Kinetic Glass was developed by Soo-in Yang and David Benjamin as a responsive surface that reacts to environmental conditions and changes shape via curling or opening and closing ‘gills.’ Kinetic glass is based on animal respiratory systems and made with a slit silicone surface that lets air pass through. Its tiny sensors detect levels of certain gases and opens or closes its “gills” accordingly.

Scientists are taking their cue from the air-purifying ability of plants and fungi to create barriers that not only reduce noise but remove harmful substances. Imagine, for instance, concrete that absorbs carbon dioxide, highway barriers that break down smog, and paint that eliminates odors in the room. Architects Douglas Hecker and Martha Skinner of the design studio Fieldoffice created the SuperAbsorber highway barrier that reduces local airborne pollution through a process known as photocatalyzation. Italcementi, an Italian maker of photo-catalytic cement, claims that the airborne pollution of a large city could be cut in half if pollution-reducing cement were to cover just 15 percent of urban surfaces.
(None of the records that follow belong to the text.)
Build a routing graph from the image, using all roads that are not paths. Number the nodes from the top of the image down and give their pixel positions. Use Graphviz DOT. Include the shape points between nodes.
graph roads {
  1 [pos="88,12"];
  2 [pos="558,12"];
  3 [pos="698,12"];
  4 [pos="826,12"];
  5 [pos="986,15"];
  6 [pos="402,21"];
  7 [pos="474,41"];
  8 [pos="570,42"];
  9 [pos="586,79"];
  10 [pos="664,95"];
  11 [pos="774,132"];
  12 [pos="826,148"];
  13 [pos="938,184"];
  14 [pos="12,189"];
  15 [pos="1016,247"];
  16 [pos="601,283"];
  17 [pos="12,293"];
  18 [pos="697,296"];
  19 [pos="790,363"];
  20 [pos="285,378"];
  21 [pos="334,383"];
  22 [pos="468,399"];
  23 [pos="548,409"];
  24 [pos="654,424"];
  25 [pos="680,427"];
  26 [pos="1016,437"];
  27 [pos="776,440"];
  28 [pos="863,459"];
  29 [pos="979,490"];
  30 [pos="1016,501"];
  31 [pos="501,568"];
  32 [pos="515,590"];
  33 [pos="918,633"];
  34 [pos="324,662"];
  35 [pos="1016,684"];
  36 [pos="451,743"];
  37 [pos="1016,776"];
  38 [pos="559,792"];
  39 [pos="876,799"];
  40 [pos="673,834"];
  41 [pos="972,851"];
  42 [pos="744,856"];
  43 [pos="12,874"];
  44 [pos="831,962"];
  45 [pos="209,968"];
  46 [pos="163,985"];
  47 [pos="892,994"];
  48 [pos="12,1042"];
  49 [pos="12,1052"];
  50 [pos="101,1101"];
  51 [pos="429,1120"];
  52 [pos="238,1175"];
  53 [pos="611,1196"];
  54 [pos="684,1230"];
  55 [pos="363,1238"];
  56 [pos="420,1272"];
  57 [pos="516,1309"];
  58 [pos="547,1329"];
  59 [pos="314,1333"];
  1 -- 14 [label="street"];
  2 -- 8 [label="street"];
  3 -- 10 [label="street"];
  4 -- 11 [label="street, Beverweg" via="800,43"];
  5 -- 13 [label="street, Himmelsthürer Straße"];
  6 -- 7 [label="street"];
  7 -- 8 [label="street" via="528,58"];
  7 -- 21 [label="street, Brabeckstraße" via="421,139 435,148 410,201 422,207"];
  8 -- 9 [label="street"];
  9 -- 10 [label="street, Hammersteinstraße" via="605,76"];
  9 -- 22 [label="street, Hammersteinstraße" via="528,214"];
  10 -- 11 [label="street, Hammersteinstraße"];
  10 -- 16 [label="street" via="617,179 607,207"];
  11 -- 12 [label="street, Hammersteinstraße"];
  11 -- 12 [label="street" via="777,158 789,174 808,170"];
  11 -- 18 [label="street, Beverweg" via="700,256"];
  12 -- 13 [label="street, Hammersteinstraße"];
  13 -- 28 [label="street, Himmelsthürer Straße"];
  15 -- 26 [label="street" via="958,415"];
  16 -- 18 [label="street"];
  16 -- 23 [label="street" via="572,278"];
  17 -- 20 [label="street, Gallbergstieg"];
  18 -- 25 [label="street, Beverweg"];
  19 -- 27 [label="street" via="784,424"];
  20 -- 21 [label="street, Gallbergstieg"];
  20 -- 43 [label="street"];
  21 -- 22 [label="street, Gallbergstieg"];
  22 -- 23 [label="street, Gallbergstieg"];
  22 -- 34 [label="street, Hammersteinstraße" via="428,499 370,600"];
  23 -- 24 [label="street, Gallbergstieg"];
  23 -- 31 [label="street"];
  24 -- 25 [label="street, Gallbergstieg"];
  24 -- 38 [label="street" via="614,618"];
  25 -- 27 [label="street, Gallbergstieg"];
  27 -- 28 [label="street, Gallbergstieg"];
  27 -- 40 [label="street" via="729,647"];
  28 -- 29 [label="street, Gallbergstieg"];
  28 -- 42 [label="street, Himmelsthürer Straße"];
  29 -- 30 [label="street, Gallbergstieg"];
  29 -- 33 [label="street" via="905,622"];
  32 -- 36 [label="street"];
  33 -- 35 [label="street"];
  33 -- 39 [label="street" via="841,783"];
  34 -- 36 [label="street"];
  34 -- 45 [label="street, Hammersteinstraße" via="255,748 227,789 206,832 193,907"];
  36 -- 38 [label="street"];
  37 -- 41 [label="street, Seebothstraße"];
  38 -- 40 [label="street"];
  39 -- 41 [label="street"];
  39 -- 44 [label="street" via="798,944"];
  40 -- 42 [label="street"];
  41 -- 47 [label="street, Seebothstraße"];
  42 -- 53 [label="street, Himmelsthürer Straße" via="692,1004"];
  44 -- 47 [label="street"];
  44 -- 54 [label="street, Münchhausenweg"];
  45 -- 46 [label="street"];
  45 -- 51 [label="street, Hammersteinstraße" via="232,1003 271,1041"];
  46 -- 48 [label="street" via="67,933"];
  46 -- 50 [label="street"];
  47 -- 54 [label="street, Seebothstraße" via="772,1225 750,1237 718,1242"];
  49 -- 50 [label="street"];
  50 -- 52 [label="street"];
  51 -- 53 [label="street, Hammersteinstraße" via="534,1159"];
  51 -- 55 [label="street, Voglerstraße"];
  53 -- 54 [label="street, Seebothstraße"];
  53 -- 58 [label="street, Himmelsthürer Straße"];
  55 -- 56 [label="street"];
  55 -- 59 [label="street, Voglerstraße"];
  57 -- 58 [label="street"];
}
The spiky exterior of the Singapore Arts Centre, located near the equator and subject to a hot and humid climate all year round, is inspired by polar bears. The nearly transparent bristles of the polar bear reflect as much or as little sunlight and heat as necessary (based on whether they lie flat or raised) for the bear to maintain an optimal temperature. The arts centre uses the same principle, using aluminum panels and light sensors.

Another easy example of biomimicry is the use of the bee’s honeycomb shape, the interlocking hexagonal shapes that carry a number of material advantages in engineering and construction. Not only does this geometrical shape use less material, honeycombs also allow more heat to dissipate for cooling, and they are strong, lightweight, and crash resistant.
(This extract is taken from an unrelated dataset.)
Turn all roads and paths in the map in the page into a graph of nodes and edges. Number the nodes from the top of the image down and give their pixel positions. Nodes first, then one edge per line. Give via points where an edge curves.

Building skins (envelopes that cover exterior walls, roove and any openings to the outside world) will help control heat, energy, sunlight, plumbing and other environmental factors—preferably without the use of electricity.

Use of Symbiosis in Ecosystem Design

There are two things missing in this scenario of “sustainable architecture” and design. In their absence, the longevity of our continued existence will be threatened and the success of green design will falter. One is the concept of synergy and the other is the role humanity—particularly our communities—will play in this partnership.

Because, in truth, it is not so much tools like biomimicry that is required; what is needed is a true paradigm shift in how we relate to our environments, from our bedrooms to our communities. I am referring to “symbiotic design”, a living design that incorporates all aspects of a community.

Researchers at the University of Melbourne, John R.J. French and Berhan M. Ahmed, respectfully touch upon this concept when they discuss a human-termite design partnership. They explore the termite model, which meets all nutrition, energy, waste, disposal needs, shelter, and food sources in a true symbiotic relationship; and they are applying it to how we design our buildings. The Eastgate Centre Building in Harare Zimbabwe, already mimics the way tower-building termites construct their mounds to maintain a constant temperature.

Engineers copied the way the insects constantly open and close vents in the mound to manage convection currents of air and the building consumes less than 10% of the energy used in a similar sized conventional building. “We need to emulate the symbiotic abilities of termites to survive over time, for we all live on this symbiotic planet, and symbiosis is natural and common,” French and Ahmed remind us.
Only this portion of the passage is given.